▶ [Required action]: Search the data for the string "dead" and gather each line it is in.

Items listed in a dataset
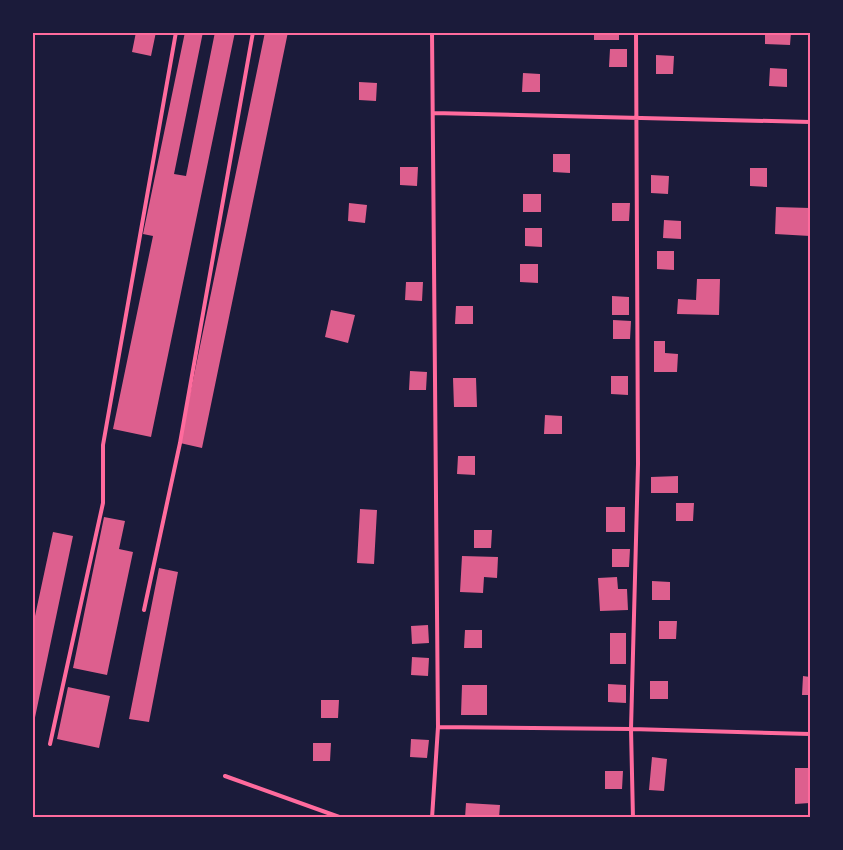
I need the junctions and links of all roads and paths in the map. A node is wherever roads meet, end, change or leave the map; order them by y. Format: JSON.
{"nodes":[{"id":1,"x":176,"y":32,"type":"edge"},
{"id":2,"x":253,"y":32,"type":"edge"},
{"id":3,"x":432,"y":32,"type":"edge"},
{"id":4,"x":636,"y":32,"type":"edge"},
{"id":5,"x":433,"y":113,"type":"junction"},
{"id":6,"x":636,"y":118,"type":"junction"},
{"id":7,"x":810,"y":122,"type":"edge"},
{"id":8,"x":144,"y":610,"type":"dead end"},
{"id":9,"x":438,"y":727,"type":"junction"},
{"id":10,"x":631,"y":729,"type":"junction"},
{"id":11,"x":810,"y":734,"type":"edge"},
{"id":12,"x":50,"y":744,"type":"dead end"},
{"id":13,"x":225,"y":776,"type":"dead end"},
{"id":14,"x":342,"y":818,"type":"edge"},
{"id":15,"x":432,"y":818,"type":"edge"},
{"id":16,"x":633,"y":818,"type":"edge"}],
"edges":[{"from":1,"to":12,"type":"lane"},
{"from":2,"to":8,"type":"lane"},
{"from":3,"to":5,"type":"lane"},
{"from":4,"to":6,"type":"lane"},
{"from":5,"to":6,"type":"lane"},
{"from":5,"to":9,"type":"lane"},
{"from":6,"to":7,"type":"lane"},
{"from":6,"to":10,"type":"lane"},
{"from":9,"to":10,"type":"lane"},
{"from":9,"to":15,"type":"lane"},
{"from":10,"to":11,"type":"lane"},
{"from":10,"to":16,"type":"lane"},
{"from":13,"to":14,"type":"lane"}]}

▶ [Result of this task]:
{"id":8,"x":144,"y":610,"type":"dead end"},
{"id":12,"x":50,"y":744,"type":"dead end"},
{"id":13,"x":225,"y":776,"type":"dead end"},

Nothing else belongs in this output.